9
votes

Does anyone know how to get the R package VennDiagram to scale the circles of a Venn diagram containing 3 intersecting sets according to set size?

I can achieve such scaling with the venneular package, but I find this a bit limited in terms of other graphical options compared to VennDiagram.

The VennDiagram package documentation suggests setting the argument 'scaled' to TRUE ought to do the trick, but I find this produces 3 circles of equal size.

The package documentation does cryptically suggest that the scaled argument may only work for certain diagrams:

?draw.triple.venn

reveals:

scaled: "Boolean indicating whether to scale circle sizes in certain Euler diagrams according to set sizes or not"

and

?venn.diagram

#Argument Venn Sizes    Class    Description
#scaled    2, 3         logical  Enable scaling for two-set and certain three-set Euler diagrams.

A toy example of my code:

require(VennDiagram)

venn.plot <- draw.triple.venn(
    area1 = 70,
    area2 = 250,
    area3 = 500,
    n12 = 30,
    n23 = 60,
    n13 = 10,
    n123 = 5,
    category = c("C1", "C2", "C3"),
    fill = c("blue", "red", "green"),
    scaled=TRUE)

tiff(filename = "test.tiff", compression = "none",type = "quartz",antialias = "none")
grid.draw(venn.plot)
dev.off()

Similarly this code using the 'venn.diagram' function doesn't produce the required scaling:

venn.diagram(x=list(A=c(1:15,16:20), B=c(6:15,21:30,100:150), C=c(11:30,200:300)),
         filename="test.tiff",
         fill = c("blue", "yellow", "red"), scaled=TRUE)

Thanks v.much

Jim

5

5 Answers

5
votes

So to answer my own question: for certain configurations it is mathematically impossible to create a scaled 3-way Venn using circles.

4
votes

General scaling for three-set Venn diagrams are disabled due to potentially misleading visual representation of the data

Please try to use the following two tools,

http://bioinformatics.psb.ugent.be/webtools/Venn/ http://bioinfogp.cnb.csic.es/tools/venny/index.html

And to your question, please read the following notes:

the key point is to set overrideTriple in draw.triple.venn

Euler diagrams are drawn for 19 special cases if euler.d == TRUE. Certain Euler diagrams make use of the scaled, sep.dist, or offset arguments specific to two-set Venn diagrams where appropriate.
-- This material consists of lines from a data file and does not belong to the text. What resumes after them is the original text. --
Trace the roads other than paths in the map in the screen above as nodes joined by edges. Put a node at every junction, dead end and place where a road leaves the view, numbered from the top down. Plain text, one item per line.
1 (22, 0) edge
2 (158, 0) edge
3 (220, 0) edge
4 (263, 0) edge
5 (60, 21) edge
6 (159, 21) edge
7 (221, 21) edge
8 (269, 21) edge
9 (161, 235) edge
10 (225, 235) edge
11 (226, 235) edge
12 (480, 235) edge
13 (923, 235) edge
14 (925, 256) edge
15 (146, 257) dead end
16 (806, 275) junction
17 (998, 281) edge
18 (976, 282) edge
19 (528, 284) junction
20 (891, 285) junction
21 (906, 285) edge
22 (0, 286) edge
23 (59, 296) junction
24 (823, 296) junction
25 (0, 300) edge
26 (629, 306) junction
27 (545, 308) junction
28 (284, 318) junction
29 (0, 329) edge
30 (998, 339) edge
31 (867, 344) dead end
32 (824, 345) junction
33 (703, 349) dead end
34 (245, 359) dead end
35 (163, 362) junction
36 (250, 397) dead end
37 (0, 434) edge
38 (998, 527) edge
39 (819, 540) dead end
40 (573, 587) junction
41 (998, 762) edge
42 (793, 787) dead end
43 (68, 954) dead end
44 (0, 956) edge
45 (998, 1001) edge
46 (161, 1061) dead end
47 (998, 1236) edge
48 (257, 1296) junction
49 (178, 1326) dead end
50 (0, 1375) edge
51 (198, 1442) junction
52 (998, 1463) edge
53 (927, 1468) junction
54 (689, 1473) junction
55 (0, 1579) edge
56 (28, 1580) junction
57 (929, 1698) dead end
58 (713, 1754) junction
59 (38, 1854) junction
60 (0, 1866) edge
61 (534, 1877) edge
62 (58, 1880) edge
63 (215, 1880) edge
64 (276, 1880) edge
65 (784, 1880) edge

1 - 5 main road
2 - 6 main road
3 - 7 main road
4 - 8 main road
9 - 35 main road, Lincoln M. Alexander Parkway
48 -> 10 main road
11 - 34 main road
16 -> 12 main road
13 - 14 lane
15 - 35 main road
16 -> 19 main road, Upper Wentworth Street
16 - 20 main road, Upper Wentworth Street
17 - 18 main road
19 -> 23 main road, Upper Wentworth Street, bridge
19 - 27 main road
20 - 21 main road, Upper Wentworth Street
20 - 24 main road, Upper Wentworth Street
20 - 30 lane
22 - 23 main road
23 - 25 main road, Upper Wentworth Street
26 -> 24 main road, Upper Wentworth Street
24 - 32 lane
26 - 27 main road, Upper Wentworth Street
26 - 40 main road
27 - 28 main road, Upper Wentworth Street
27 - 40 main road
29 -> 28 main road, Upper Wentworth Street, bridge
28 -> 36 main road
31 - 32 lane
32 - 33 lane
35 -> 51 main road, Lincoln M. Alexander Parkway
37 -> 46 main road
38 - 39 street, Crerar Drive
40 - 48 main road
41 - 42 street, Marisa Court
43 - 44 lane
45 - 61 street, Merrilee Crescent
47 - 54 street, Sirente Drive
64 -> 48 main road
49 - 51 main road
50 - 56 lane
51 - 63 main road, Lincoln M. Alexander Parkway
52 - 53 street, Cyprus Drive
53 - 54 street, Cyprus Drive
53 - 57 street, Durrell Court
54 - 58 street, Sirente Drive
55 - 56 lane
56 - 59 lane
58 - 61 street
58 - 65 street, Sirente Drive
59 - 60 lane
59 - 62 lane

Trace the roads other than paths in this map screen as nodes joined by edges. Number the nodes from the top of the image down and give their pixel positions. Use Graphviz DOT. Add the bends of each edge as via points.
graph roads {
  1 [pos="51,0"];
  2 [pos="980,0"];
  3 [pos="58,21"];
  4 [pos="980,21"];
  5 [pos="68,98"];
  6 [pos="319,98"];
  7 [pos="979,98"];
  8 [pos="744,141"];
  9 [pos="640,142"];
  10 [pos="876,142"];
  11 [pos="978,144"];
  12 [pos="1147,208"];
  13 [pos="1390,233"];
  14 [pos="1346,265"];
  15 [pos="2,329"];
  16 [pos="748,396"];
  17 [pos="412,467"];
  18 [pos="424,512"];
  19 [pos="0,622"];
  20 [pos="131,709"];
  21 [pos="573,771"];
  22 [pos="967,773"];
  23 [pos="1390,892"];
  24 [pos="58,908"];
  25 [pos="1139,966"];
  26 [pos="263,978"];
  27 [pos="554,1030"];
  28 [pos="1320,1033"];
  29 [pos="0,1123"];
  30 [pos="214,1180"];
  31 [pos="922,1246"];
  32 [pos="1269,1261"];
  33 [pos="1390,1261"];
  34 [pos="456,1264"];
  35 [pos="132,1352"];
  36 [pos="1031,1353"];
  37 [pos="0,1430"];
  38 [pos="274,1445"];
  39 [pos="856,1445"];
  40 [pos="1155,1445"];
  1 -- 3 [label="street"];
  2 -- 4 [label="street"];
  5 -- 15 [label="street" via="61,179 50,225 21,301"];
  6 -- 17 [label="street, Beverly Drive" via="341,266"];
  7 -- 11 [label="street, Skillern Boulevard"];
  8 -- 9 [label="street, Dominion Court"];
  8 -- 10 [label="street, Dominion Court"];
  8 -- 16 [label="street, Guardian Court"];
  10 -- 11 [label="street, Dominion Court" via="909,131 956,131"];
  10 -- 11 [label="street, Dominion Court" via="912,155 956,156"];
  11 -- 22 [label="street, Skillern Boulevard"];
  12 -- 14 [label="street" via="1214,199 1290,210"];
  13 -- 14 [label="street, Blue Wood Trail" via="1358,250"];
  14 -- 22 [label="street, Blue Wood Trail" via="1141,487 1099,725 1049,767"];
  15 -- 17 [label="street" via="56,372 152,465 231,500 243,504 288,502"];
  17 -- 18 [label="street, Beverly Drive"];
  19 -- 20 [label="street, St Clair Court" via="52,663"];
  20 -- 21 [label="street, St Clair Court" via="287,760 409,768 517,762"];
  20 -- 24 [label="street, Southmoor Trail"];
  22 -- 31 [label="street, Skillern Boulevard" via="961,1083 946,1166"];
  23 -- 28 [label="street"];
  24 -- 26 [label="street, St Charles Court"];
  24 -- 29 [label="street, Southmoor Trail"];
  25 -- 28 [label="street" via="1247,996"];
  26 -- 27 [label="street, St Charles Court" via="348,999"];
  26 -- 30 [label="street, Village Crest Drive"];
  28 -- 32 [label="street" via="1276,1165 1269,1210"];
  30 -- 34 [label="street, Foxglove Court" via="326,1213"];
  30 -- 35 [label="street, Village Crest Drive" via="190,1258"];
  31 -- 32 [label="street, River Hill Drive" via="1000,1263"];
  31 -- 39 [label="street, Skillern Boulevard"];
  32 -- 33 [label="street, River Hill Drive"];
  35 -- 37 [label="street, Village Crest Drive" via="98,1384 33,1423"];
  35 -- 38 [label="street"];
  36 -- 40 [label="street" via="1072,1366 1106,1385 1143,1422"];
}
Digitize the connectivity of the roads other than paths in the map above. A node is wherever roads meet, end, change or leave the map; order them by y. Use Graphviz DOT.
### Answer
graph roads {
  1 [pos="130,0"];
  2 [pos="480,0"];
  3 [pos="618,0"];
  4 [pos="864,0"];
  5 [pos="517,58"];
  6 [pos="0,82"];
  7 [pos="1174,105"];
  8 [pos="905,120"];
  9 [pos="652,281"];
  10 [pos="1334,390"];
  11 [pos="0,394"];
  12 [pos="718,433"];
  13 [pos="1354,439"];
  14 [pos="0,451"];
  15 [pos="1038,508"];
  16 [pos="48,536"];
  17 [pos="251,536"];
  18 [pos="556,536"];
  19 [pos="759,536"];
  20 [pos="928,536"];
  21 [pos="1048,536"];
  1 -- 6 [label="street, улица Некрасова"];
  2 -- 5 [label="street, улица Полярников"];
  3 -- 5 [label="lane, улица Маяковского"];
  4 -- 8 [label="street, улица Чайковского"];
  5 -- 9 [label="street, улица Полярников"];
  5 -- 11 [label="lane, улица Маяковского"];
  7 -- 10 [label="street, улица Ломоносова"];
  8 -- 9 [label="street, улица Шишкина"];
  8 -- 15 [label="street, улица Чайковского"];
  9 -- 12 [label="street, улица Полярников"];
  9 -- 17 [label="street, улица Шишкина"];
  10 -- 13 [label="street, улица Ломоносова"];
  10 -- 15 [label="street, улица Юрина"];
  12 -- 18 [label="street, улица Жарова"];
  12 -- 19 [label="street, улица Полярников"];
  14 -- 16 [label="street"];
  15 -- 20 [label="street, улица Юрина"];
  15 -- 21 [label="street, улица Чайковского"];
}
The function defaults to placing the three circles in a triangular arrangement with two sets on top and one set below. The circles correspond to area1, area2 and area3 in a clockwise fashion with area1 on the top left. N.B. General scaling for three-set Venn diagrams are disabled due to potentially misleading visual representation of the data. To re-enable, assign any value to variable overrideTriple

http://cran.r-project.org/web/packages/VennDiagram/VennDiagram.pdf

3
votes

My solution:

overrideTriple=T
draw.triple.venn(9, 20, 30, 2, 10, 3, 2, category =
               rep("", 3), rotation = 1, reverse = FALSE, euler.d = F, scaled = F)
1
votes

I use Vennerable instead. Reading data into the Venn-object is somewhat complicated but it generates weighted/scaled three-set diagrams + graphic options.

1
votes

If you would consider a different approach, we have developed the nVennR package with other shapes to convey region sizes.

mySVG <- plotVenn(list(A=c(1:15,16:20)), list(B=c(6:15,21:30,100:150)), list(C=c(11:30,200:300)))

Quasi-proportional Venn diagram

This R package is preliminary, and the options for output control are very limited. We are working on a new version with the feedback we are getting. There is also a Web version with more options, and the output can always be edited with external tools like Inkscape.